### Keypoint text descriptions
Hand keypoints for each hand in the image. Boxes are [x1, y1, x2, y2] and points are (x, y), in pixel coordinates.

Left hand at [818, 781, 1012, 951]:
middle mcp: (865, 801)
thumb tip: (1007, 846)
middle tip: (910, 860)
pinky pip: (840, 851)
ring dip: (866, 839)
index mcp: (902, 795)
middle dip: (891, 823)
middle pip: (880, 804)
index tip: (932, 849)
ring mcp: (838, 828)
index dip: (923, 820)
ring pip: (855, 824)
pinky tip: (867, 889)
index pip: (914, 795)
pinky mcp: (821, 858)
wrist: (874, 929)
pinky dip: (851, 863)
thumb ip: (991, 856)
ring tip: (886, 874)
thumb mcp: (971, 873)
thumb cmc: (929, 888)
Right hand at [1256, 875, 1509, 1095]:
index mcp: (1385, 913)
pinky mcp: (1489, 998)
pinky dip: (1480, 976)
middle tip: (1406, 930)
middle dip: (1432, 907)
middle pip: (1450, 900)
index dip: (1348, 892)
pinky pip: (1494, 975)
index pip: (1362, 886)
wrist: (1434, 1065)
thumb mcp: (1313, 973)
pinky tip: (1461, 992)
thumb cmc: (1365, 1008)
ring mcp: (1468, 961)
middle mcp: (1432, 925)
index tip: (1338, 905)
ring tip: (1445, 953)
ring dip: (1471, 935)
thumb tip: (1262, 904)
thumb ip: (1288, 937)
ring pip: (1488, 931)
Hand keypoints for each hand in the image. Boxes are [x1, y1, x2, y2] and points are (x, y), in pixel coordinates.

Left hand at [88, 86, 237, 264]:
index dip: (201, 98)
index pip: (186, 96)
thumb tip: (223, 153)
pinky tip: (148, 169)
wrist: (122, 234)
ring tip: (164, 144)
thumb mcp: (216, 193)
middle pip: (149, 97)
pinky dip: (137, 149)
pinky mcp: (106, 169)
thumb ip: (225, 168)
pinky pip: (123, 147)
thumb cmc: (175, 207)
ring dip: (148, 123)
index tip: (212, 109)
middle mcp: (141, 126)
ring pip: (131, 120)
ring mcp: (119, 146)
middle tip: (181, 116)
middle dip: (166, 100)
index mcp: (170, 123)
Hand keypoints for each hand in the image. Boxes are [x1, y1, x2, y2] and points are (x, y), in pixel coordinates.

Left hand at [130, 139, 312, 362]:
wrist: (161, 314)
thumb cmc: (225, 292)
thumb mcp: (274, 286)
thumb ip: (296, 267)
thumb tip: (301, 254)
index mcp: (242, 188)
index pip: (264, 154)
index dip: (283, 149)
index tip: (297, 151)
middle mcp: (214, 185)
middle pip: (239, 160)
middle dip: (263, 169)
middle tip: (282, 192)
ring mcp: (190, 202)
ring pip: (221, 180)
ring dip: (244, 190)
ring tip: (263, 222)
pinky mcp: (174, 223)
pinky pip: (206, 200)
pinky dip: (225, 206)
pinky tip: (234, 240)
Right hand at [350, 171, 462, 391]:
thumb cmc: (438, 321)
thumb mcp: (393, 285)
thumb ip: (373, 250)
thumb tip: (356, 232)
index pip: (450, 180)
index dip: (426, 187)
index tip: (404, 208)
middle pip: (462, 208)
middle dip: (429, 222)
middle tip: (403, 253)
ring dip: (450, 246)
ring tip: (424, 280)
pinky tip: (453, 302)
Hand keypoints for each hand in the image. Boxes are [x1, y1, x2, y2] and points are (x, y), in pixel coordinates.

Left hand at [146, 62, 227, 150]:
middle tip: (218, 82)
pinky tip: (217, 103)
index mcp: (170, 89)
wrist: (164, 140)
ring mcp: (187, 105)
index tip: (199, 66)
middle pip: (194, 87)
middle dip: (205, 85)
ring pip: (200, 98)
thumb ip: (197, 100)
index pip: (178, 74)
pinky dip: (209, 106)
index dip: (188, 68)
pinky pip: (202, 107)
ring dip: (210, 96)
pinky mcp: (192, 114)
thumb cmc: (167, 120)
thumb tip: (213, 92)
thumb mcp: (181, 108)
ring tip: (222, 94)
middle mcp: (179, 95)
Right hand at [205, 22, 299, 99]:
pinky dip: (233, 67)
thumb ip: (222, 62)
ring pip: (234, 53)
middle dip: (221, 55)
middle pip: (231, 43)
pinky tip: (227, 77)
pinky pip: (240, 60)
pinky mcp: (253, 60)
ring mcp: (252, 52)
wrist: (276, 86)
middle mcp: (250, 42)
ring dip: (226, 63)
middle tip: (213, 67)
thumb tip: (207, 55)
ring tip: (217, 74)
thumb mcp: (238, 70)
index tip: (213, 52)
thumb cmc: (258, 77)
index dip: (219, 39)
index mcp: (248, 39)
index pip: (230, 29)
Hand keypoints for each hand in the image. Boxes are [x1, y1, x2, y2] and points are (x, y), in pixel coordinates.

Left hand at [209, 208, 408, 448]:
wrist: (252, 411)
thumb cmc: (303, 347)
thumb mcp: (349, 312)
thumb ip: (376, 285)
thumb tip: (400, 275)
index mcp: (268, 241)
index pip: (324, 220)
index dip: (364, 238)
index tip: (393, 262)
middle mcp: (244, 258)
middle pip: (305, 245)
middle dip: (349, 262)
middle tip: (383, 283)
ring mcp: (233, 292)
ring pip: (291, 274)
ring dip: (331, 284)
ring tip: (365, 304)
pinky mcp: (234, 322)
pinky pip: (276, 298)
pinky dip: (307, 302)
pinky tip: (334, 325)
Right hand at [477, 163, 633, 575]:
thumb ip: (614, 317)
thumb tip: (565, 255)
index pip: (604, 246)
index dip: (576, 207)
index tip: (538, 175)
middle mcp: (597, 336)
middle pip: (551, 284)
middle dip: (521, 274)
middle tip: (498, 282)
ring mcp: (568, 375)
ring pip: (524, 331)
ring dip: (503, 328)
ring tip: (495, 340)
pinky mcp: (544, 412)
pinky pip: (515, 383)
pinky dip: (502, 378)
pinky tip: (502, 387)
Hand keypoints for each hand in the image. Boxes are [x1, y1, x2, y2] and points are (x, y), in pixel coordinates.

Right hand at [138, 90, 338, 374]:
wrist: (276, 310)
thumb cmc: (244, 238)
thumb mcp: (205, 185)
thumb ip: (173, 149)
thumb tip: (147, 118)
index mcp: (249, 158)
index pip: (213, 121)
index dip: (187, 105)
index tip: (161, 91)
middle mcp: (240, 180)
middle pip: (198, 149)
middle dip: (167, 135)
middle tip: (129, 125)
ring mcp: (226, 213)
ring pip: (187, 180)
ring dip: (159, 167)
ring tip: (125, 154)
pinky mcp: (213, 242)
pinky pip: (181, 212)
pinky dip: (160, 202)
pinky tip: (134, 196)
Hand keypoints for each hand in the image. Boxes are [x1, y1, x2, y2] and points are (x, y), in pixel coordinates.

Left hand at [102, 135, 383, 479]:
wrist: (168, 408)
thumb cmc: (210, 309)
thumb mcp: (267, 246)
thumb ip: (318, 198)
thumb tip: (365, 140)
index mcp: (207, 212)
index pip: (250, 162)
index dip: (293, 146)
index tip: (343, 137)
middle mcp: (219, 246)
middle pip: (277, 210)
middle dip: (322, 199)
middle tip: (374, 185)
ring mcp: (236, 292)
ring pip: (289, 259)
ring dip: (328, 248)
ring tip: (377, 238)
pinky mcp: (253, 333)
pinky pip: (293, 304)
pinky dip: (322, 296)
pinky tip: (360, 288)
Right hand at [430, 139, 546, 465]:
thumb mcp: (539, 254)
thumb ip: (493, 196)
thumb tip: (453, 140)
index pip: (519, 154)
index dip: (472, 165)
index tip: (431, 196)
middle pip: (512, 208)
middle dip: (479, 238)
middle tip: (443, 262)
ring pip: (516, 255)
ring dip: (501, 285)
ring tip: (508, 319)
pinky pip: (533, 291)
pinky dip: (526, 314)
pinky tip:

### What you are asked to do
Looking back over the data above, restate word for word the lines that begin at the line with "ring dip: (450, 246)" and end at the line with "ring tip: (495, 340)", inclusive.

### Result
ring dip: (450, 246)
ring tip: (424, 280)
pinky tip: (453, 302)
Hand keypoints for each hand in the image. Boxes are [x1, y1, x2, y2] and points are (x, y), in pixel coordinates.

Left hand at [146, 62, 227, 150]:
middle tip: (218, 82)
pinky tip: (217, 103)
index mcp: (170, 89)
wrist: (164, 140)
ring mcp: (187, 105)
index tip: (199, 66)
middle pip: (194, 87)
middle dip: (205, 85)
ring pip: (200, 98)
thumb ip: (197, 100)
index pip: (178, 74)
pinky dip: (209, 106)
index dip: (188, 68)
pinky pip: (202, 107)
ring dip: (210, 96)
pinky mcp: (192, 114)
thumb cmc: (167, 120)
thumb tip: (213, 92)
thumb mcp: (181, 108)
ring tip: (222, 94)
middle mcp: (179, 95)
Right hand at [205, 22, 299, 99]:
pinky dip: (233, 67)
thumb ip: (222, 62)
ring pip: (234, 53)
middle dip: (221, 55)
middle pip: (231, 43)
pinky tip: (227, 77)
pinky pip: (240, 60)
pinky mcp: (253, 60)
ring mcp: (252, 52)
wrist: (276, 86)
middle mcp: (250, 42)
ring dip: (226, 63)
middle tip: (213, 67)
thumb tip: (207, 55)
ring tip: (217, 74)
thumb mcp: (238, 70)
index tip: (213, 52)
thumb cmc: (258, 77)
index dip: (219, 39)
index mcp: (248, 39)
index pip: (230, 29)
Hand keypoints for each hand in the image. Boxes are [x1, y1, x2, y2] and points are (x, y), in pixel coordinates.

Left hand at [209, 208, 408, 448]:
wrist: (252, 411)
thumb cmc: (303, 347)
thumb mcp: (349, 312)
thumb ip: (376, 285)
thumb tip: (400, 275)
index mcp: (268, 241)
index pip: (324, 220)
index dip: (364, 238)
index tip: (393, 262)
middle mcp: (244, 258)
middle pip: (305, 245)
middle dip: (349, 262)
middle tip: (383, 283)
ring mcp: (233, 292)
ring pip: (291, 274)
ring dip: (331, 284)
ring tip: (365, 304)
pinky mcp: (234, 322)
pinky pip: (276, 298)
pinky dip: (307, 302)
pinky tip: (334, 325)
Right hand at [477, 163, 633, 575]:
thumb ip: (614, 317)
thumb tip: (565, 255)
index pip: (604, 246)
index dip: (576, 207)
index tip: (538, 175)
middle mcp: (597, 336)
middle pip: (551, 284)
middle dip: (521, 274)
middle tip: (498, 282)
ring mcp: (568, 375)
ring pip: (524, 331)
ring dip: (503, 328)
ring tip: (495, 340)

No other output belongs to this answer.